Porém, no país do jeitinho, dos cambalachos políticos e do noviciado nas práticas democráticas de se chegar ao consenso, optava-se sempre pela política do ajuste parcial, uma alquimia que nos impunha o ônus do tratamento, sem trazer o bônus da cura.
E a cada fracasso, novo choque inflacionário, maior dose de indexação, menos racionalidade. Com a qual, só nos reencontraríamos após a renegociação da dívida externa, o ajuste fiscal e a genialidade da desindexação concebida pelo Plano Real.
Infelizmente, já se passara um quarto de século, desde que o imediatismo dominou a política econômica: a tecnologia de planejamento estava destruída. Os economistas treinados nas boas práticas de alocação de recursos haviam passado de planejadores a bombeiros, sempre buscando apagar o fogo do gasto público.
A redemocratização, em vez de valer-se do instrumental da avaliação de projeto, havia optado pela solução simples (ainda que burra e antidemocrática) das vinculações, que automatizaram a elaboração do orçamento, congelaram as prioridades e banalizaram o debate da alocação de verbas públicas.
A Lava-Jato é decorrência deste grotesco modelo de gestão. O Executivo loteia os ministérios entre partidos fisiológicos, na busca por governabilidade. As empreiteiras são cooptadas a bancar o financiamento de campanhas com sobrepreço de seus serviços.

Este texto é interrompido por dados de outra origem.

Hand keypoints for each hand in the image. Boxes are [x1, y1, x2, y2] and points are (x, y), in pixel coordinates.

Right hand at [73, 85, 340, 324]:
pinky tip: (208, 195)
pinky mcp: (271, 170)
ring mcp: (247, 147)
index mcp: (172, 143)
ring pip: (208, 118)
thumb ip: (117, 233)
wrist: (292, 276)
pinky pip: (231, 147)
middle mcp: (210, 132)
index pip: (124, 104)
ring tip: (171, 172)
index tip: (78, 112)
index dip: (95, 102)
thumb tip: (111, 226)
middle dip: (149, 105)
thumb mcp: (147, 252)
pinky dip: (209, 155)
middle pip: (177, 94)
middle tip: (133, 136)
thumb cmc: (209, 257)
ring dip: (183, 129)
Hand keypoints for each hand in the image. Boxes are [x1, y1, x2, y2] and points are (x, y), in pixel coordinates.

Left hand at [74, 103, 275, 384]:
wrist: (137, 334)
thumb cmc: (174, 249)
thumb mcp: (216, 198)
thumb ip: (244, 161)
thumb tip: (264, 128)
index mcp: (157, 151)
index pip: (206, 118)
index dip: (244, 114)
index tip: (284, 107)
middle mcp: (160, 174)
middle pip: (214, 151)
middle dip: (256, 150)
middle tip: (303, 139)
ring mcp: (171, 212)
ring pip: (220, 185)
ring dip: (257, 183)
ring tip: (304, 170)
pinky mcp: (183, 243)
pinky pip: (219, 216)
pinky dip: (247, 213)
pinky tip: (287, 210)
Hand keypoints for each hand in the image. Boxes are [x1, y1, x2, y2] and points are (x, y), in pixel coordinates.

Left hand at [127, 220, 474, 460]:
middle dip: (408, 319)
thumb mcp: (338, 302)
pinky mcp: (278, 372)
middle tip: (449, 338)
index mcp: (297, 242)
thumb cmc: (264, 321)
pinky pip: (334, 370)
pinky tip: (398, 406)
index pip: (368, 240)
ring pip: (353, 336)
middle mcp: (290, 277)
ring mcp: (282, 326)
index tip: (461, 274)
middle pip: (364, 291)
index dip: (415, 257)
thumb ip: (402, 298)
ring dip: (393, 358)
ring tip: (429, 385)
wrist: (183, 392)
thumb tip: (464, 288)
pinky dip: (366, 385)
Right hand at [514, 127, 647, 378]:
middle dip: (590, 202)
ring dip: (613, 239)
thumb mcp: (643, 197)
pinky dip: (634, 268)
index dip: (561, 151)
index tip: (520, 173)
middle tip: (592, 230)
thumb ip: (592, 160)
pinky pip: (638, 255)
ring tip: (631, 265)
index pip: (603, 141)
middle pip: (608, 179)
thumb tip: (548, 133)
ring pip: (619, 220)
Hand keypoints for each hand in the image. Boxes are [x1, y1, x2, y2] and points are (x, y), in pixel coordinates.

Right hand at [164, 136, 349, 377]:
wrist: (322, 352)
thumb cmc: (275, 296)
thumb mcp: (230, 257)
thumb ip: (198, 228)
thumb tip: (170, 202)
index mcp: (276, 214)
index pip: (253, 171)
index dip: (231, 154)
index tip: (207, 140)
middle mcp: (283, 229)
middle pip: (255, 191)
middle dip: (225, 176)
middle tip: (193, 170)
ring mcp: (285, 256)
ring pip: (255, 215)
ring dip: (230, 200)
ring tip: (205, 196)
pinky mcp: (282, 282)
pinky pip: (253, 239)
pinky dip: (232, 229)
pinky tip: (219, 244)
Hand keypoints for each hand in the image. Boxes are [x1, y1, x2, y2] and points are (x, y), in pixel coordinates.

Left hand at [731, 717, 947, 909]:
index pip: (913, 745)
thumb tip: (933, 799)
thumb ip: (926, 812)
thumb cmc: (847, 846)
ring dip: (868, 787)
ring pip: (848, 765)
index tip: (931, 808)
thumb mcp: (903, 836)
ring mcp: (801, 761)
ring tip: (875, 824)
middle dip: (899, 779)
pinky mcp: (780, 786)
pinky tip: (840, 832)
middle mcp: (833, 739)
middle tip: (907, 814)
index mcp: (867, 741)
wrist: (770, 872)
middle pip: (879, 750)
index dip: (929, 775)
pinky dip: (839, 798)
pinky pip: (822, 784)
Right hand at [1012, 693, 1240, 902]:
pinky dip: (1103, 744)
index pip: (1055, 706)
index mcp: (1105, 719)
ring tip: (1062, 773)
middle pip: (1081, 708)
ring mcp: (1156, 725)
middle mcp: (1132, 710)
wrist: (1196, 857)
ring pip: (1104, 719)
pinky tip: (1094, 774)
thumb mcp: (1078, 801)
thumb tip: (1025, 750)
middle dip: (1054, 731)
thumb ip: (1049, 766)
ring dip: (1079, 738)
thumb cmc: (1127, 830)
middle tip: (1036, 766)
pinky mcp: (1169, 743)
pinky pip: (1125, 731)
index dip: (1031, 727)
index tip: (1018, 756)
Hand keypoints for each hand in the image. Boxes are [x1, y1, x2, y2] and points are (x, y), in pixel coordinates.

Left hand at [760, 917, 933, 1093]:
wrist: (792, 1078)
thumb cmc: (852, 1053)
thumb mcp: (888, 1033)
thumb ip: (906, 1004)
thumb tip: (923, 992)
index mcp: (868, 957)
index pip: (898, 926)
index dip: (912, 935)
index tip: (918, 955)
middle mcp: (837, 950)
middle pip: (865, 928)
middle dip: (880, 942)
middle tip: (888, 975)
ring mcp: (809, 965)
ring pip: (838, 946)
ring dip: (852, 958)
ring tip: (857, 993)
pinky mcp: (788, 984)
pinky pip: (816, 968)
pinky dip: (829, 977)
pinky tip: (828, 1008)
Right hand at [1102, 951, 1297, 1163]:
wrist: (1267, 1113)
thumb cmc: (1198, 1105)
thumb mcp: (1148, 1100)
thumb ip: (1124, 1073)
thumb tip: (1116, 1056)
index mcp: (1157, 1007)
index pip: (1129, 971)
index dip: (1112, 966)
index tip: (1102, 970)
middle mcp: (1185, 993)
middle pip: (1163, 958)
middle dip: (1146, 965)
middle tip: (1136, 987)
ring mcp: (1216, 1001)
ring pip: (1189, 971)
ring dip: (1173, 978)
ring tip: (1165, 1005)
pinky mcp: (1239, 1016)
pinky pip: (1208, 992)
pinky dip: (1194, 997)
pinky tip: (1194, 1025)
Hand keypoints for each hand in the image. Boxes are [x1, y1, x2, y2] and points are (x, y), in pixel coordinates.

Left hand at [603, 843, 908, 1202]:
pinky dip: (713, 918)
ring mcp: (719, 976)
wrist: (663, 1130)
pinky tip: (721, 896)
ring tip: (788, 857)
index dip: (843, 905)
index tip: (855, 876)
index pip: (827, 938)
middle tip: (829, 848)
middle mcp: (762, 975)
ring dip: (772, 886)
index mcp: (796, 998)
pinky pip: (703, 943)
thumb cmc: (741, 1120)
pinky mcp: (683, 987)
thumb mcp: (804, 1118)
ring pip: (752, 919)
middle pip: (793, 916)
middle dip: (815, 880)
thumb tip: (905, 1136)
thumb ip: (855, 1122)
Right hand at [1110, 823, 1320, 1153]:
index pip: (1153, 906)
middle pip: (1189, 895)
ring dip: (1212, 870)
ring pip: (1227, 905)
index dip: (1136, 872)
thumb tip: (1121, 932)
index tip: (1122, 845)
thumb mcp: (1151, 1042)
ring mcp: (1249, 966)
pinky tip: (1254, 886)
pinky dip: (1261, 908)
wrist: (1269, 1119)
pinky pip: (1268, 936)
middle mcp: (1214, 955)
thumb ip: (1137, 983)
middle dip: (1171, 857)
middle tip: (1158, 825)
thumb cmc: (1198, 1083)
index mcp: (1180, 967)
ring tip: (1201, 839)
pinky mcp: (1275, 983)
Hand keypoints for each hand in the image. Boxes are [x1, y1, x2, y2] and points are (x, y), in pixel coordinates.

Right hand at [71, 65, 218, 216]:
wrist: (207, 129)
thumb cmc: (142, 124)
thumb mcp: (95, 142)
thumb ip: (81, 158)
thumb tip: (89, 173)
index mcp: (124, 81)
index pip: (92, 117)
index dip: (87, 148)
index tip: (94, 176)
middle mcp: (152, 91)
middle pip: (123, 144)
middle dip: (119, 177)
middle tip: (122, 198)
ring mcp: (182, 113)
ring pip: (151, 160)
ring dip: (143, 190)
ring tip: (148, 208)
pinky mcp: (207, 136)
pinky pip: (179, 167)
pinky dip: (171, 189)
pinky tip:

Só ganham os segmentos mais organizados da sociedade, como os servidores públicos. Consequentemente, o crescimento do gasto público ganha vida própria, e a receita e o endividamento governamentais vão a reboque de decisões de dispêndio tomadas por pressões políticas, indiferentes à lógica alocativa ou às restrições orçamentarias.
Ao longo desta esbórnia fiscal, os gastos em segurança nacional foram presas fáceis. Para o tecnocrata, as Forças Armadas vinham sendo tratadas como mal necessário, uma ala exótica do setor público, patriota, mas preocupada com uma improvável guerra com nossos vizinhos. Cortar suas verbas, então, não gerava remorsos: qual a necessidade de um novo tanque para invadir a Argentina?
Ademais, os militares são disciplinados por profissão, uma vez negada a verba, não se valiam das chicanas consagradas pelos civis encastelados em ministérios com o propósito de servir aos seus objetivos eleitoreiros. Não é por outra razão que a participação da Defesa no orçamento federal vem em trajetória de queda há décadas.
Mais recentemente, a sociedade, assustada com a violência urbana e o tráfico de drogas, vem demandando o envolvimento das Forças Armadas no combate à criminalidade sistêmica. Mas o papel crucial delas – garantir nosso território e nossas riquezas naturais – continua fora do radar político.
Neste contexto, um flanco crucial da nossa riqueza natural é a costa de quase dez mil quilômetros de extensão. Seja pelo potencial econômico da flora marítima ou das reservas petrolíferas, está aí um exemplo de interesses econômicos e de Segurança Nacional irmanados.
A defesa deste patrimônio exige que a Marinha tenha o equipamento adequado para enfrentar interesses divergentes dos nossos. Ao adquirir tal equipamento, a apropriação nacional da tecnologia é pré-condição fundamental. Não há como comprarmos um veículo de qualidade, mas que possa ser “desligado” por um detentor estrangeiro da sua tecnologia, emprestada como caixa preta para o Brasil.
Deve-se questionar a proteção descabida da indústria automobilística, há 70 anos recebendo subsídios como indústria nascente. Mas no caso da indústria militar, exigir a propriedade nacional da tecnologia é pré-condição fundamental.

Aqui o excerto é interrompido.